> **Exercise materials**:
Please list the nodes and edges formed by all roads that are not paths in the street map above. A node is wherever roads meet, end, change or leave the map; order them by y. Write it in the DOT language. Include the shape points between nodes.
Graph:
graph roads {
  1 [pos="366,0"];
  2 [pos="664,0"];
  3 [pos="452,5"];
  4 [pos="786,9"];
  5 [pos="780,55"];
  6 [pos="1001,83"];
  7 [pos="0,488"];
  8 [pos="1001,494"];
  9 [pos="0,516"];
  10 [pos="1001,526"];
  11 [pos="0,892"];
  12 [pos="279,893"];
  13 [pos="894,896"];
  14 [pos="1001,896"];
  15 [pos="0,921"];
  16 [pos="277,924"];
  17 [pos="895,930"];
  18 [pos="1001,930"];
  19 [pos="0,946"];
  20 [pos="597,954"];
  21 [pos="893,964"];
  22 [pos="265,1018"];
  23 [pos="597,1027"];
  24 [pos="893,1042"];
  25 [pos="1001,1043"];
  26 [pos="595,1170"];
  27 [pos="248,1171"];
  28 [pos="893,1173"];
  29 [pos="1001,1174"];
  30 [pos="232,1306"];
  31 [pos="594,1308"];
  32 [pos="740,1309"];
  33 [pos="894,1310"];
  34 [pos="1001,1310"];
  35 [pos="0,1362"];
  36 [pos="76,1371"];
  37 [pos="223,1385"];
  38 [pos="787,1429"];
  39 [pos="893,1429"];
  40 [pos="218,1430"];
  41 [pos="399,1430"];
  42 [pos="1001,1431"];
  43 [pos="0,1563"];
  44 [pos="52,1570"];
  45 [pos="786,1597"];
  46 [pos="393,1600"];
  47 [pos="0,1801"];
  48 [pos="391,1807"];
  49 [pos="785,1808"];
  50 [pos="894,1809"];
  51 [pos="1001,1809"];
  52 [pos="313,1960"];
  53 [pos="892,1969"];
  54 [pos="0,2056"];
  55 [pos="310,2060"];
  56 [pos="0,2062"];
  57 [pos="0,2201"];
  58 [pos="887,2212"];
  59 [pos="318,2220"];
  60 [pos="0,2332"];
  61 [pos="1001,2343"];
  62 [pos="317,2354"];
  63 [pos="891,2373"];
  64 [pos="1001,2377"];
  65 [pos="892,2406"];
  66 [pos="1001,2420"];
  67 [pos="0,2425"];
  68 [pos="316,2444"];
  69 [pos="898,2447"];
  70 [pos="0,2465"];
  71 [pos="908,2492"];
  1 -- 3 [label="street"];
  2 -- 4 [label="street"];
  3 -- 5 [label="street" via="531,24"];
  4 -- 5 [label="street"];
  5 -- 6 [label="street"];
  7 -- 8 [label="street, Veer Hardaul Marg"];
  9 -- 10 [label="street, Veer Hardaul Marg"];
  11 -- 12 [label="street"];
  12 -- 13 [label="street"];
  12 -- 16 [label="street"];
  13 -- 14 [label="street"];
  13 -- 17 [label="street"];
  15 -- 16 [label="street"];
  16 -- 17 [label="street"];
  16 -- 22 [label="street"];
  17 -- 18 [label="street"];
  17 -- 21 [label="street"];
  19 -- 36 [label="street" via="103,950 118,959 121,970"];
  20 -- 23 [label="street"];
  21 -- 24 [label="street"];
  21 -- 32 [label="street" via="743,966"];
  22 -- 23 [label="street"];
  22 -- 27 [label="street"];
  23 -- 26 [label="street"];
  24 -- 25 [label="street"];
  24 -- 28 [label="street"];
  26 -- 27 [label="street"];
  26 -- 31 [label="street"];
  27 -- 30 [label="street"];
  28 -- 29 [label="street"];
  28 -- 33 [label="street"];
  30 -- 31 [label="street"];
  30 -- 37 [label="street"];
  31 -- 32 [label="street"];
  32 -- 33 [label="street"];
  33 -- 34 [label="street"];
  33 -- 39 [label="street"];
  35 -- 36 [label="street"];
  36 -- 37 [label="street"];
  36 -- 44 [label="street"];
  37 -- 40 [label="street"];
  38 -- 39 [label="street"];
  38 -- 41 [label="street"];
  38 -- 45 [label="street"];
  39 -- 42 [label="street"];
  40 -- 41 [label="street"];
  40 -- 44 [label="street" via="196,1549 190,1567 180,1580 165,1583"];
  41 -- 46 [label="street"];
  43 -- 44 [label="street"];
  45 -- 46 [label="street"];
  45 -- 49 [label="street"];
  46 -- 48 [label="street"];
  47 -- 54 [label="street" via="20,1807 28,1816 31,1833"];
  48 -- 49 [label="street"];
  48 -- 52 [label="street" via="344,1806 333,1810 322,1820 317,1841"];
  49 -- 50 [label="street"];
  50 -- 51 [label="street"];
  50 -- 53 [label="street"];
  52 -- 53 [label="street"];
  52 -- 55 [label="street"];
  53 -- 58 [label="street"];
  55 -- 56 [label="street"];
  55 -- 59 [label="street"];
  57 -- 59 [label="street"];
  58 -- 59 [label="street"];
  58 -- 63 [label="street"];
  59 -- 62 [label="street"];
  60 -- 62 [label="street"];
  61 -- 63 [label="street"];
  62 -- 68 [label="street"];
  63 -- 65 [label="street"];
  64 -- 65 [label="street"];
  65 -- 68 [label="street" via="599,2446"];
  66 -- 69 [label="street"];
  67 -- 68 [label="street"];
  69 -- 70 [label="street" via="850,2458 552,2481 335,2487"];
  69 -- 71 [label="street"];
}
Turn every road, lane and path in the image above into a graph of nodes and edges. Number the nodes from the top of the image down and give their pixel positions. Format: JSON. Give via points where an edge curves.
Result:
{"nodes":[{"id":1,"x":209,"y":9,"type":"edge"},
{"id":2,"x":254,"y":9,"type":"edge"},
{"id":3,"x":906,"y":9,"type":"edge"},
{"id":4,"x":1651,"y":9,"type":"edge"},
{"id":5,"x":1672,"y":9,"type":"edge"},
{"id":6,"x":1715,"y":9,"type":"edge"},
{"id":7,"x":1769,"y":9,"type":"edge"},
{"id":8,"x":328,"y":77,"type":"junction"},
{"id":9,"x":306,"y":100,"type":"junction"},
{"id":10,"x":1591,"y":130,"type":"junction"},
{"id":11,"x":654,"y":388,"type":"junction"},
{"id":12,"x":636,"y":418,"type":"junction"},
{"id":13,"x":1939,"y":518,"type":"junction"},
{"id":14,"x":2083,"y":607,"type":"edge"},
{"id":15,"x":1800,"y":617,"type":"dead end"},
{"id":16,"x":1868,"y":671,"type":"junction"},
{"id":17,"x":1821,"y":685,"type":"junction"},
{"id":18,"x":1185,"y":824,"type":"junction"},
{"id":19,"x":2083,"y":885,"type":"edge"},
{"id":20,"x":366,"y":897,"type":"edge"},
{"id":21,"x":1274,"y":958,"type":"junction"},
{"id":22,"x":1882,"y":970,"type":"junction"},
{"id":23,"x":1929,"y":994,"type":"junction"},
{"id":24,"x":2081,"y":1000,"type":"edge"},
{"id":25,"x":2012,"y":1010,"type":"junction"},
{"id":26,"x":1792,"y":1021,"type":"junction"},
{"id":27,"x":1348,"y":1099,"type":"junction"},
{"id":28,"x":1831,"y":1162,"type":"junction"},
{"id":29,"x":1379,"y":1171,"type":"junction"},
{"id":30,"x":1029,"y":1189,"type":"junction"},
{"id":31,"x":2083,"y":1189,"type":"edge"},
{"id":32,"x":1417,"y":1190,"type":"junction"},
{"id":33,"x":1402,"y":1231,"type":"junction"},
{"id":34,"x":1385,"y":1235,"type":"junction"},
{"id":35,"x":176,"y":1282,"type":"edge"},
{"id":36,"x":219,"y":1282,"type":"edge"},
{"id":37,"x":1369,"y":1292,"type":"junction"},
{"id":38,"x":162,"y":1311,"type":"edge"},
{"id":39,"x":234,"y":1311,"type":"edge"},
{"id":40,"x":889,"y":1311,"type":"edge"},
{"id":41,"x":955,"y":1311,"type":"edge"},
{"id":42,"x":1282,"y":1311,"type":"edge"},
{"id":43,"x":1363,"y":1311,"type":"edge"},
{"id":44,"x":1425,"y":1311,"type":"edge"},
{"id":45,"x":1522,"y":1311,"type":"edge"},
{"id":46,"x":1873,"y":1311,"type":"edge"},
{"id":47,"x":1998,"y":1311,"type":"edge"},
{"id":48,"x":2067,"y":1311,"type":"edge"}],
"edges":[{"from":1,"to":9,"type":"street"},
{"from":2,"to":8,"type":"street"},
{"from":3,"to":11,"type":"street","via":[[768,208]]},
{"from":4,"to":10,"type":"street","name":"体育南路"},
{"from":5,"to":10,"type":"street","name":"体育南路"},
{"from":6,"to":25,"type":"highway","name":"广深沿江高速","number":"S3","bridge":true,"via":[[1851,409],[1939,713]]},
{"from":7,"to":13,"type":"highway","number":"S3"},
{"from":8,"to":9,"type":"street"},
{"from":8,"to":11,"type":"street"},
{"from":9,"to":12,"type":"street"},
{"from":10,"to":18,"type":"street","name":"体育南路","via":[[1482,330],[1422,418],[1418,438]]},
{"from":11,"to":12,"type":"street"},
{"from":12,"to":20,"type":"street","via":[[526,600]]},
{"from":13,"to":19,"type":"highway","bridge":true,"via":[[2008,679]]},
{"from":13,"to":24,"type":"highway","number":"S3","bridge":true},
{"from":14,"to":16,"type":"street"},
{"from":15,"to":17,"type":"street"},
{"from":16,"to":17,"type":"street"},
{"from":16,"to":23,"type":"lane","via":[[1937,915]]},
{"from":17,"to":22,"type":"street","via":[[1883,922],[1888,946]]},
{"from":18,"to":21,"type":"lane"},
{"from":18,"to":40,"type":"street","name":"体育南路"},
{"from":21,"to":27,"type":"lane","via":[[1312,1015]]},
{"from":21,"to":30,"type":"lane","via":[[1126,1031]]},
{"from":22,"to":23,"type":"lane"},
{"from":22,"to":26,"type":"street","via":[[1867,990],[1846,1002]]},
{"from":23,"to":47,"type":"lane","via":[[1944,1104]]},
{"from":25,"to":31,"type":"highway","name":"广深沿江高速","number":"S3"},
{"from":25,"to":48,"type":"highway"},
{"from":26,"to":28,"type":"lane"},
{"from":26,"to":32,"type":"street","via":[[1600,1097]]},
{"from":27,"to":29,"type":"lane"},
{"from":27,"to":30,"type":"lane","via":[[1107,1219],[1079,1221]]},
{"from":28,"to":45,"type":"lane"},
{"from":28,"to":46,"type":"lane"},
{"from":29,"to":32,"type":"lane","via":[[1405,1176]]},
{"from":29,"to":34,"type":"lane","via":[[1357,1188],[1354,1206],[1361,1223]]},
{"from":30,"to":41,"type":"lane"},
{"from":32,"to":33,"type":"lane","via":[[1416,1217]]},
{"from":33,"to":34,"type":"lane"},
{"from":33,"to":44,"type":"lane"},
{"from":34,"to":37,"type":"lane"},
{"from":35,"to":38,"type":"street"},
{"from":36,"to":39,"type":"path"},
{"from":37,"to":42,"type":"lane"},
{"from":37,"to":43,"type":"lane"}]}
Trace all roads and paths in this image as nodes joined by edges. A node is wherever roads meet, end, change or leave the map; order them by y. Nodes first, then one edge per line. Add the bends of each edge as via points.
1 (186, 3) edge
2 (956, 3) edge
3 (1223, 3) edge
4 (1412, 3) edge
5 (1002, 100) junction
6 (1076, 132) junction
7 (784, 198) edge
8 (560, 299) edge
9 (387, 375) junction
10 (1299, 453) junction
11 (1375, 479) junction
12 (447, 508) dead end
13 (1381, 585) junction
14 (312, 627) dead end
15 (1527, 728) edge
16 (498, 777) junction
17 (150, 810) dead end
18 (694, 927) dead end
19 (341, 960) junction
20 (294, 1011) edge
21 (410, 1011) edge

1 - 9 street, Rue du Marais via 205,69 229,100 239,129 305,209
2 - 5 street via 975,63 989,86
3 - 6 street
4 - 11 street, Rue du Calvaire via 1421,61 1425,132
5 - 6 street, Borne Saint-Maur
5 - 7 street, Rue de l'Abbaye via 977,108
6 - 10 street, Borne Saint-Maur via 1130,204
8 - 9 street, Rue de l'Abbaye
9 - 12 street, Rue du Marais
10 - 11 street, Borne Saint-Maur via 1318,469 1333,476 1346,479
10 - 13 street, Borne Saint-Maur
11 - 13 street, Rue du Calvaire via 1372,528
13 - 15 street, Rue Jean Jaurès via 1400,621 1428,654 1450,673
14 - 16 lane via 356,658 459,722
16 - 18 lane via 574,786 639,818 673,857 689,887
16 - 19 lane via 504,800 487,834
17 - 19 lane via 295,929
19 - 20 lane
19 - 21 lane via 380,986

> **Work task**:
Pick out and copy the lines of the material that include the word "Borne".

> **Answer box**:
5 - 6 street, Borne Saint-Maur
6 - 10 street, Borne Saint-Maur via 1130,204
10 - 11 street, Borne Saint-Maur via 1318,469 1333,476 1346,479
10 - 13 street, Borne Saint-Maur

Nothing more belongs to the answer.